**** ENTRIES SHOWN ****
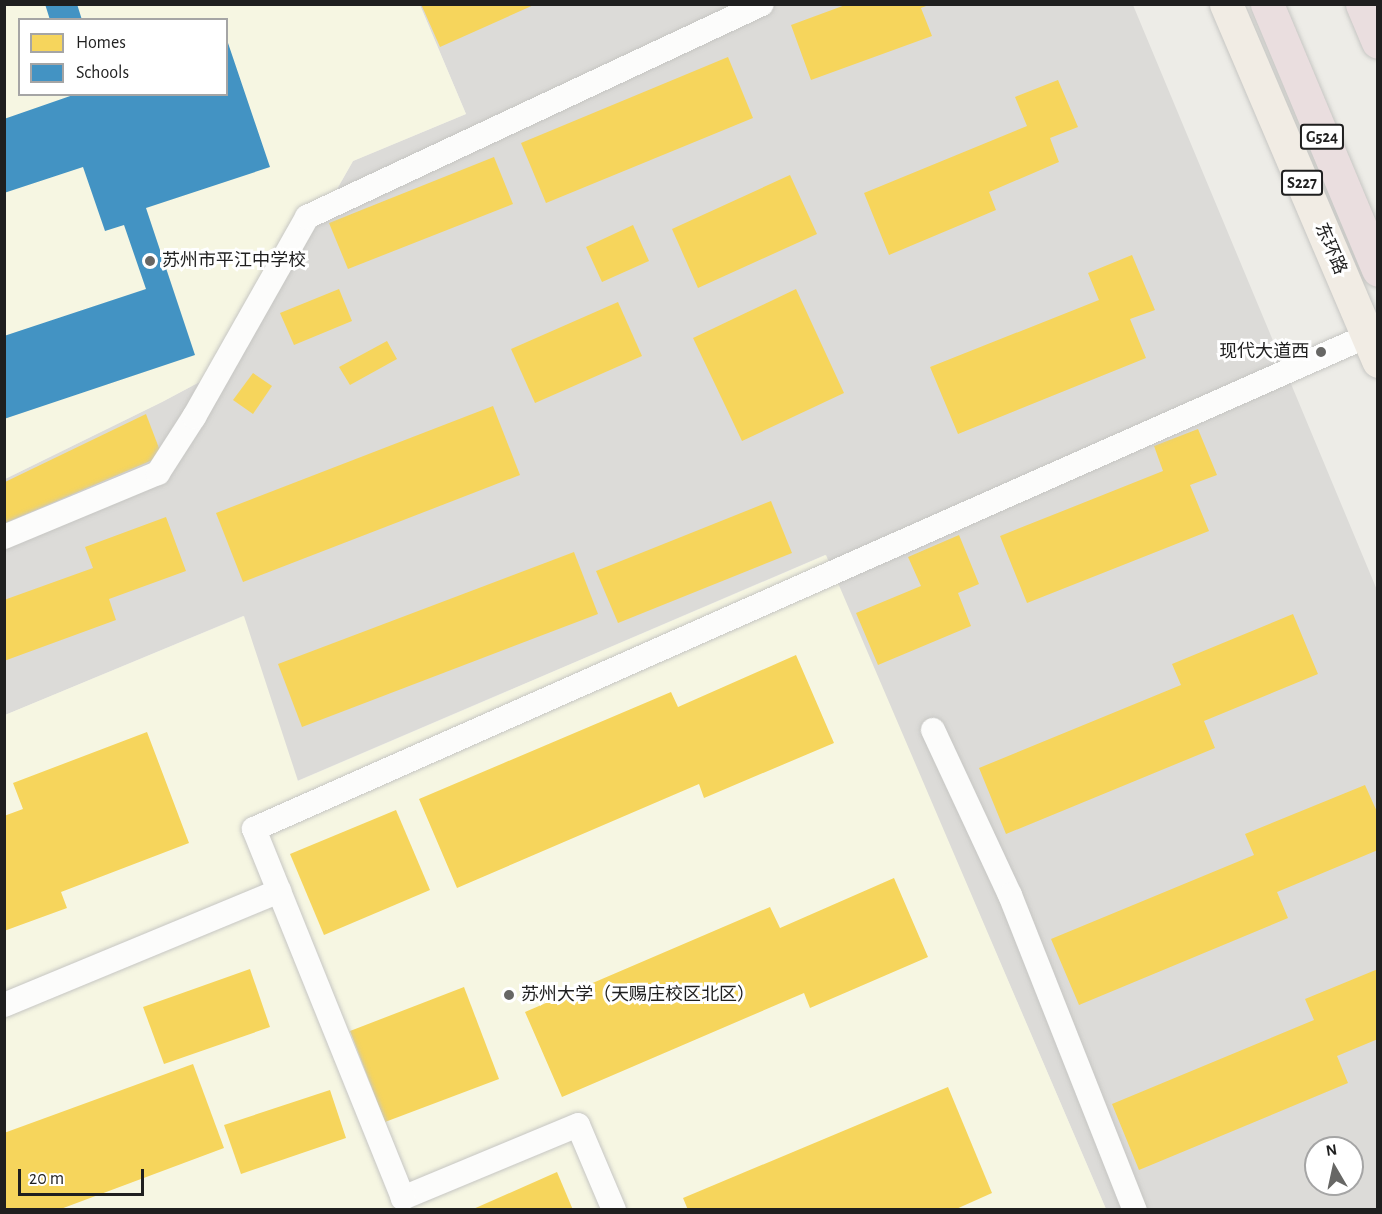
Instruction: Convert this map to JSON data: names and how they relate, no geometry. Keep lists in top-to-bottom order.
{
  "streets": {
    "highway": ["G524"],
    "main road": ["S227", "东环路"]
  },
  "places": ["苏州市平江中学校", "现代大道西", "苏州大学（天赐庄校区北区）"],
  "legend": ["Homes", "Schools"],
  "scale_bar": "20 m",
  "north": "top"
}
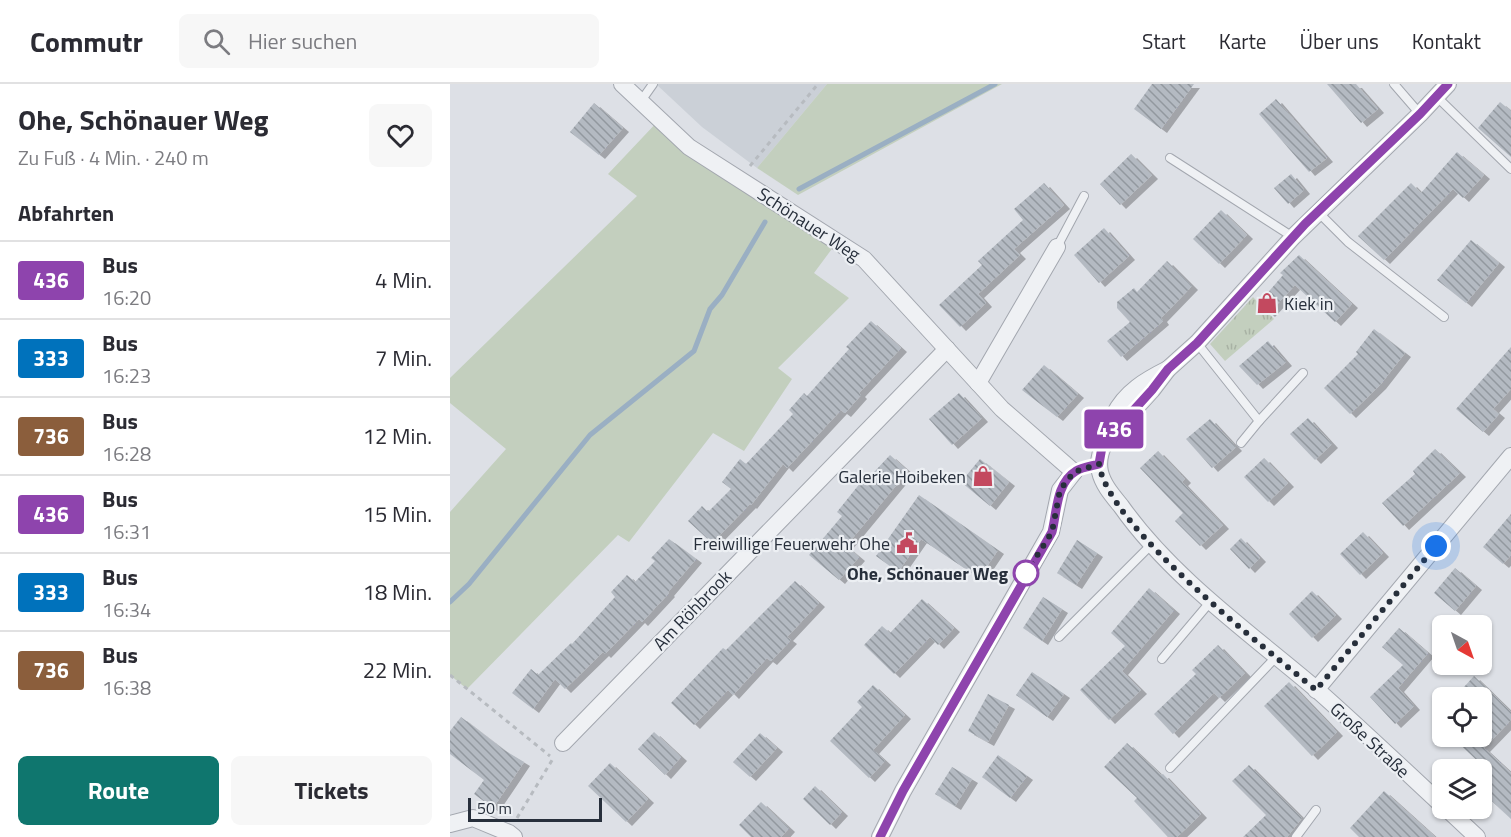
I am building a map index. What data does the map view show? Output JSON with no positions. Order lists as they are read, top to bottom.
{
  "streets": {
    "street": ["Schönauer Weg", "Am Röhbrook", "Große Straße"]
  },
  "crossings": [
    ["Schönauer Weg", "Am Röhbrook"]
  ],
  "places": {
    "shop": ["Kiek in", "Galerie Hoibeken"],
    "public building": ["Freiwillige Feuerwehr Ohe"],
    "other": ["Ohe, Schönauer Weg"]
  },
  "lines": ["bus line 436"],
  "scale_bar": "50 m",
  "north": "bottom right",
  "page": {
    "header": "Commutr",
    "search": "Hier suchen",
    "nav": [
      "Start",
      "Karte",
      "Über uns",
      "Kontakt"
    ],
    "heading": [
      ["Ohe, Schönauer Weg", "Zu Fuß · 4 Min. · 240 m"],
      "Abfahrten"
    ],
    "on_map": "436",
    "list": [
      {
        "mark": "436",
        "name": "Bus",
        "note": "16:20",
        "value": "4 Min."
      },
      {
        "mark": "333",
        "name": "Bus",
        "note": "16:23",
        "value": "7 Min."
      },
      {
        "mark": "736",
        "name": "Bus",
        "note": "16:28",
        "value": "12 Min."
      },
      {
        "mark": "436",
        "name": "Bus",
        "note": "16:31",
        "value": "15 Min."
      },
      {
        "mark": "333",
        "name": "Bus",
        "note": "16:34",
        "value": "18 Min."
      },
      {
        "mark": "736",
        "name": "Bus",
        "note": "16:38",
        "value": "22 Min."
      }
    ],
    "buttons": ["Route", "Tickets"],
    "scale": "50 m"
  }
}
****
[YOUR INSTRUCTIONS]
Check each line above for the string "data" and copy every line that has it.

[SOLVED PROBLEM]
Instruction: Convert this map to JSON data: names and how they relate, no geometry. Keep lists in top-to-bottom order.
I am building a map index. What data does the map view show? Output JSON with no positions. Order lists as they are read, top to bottom.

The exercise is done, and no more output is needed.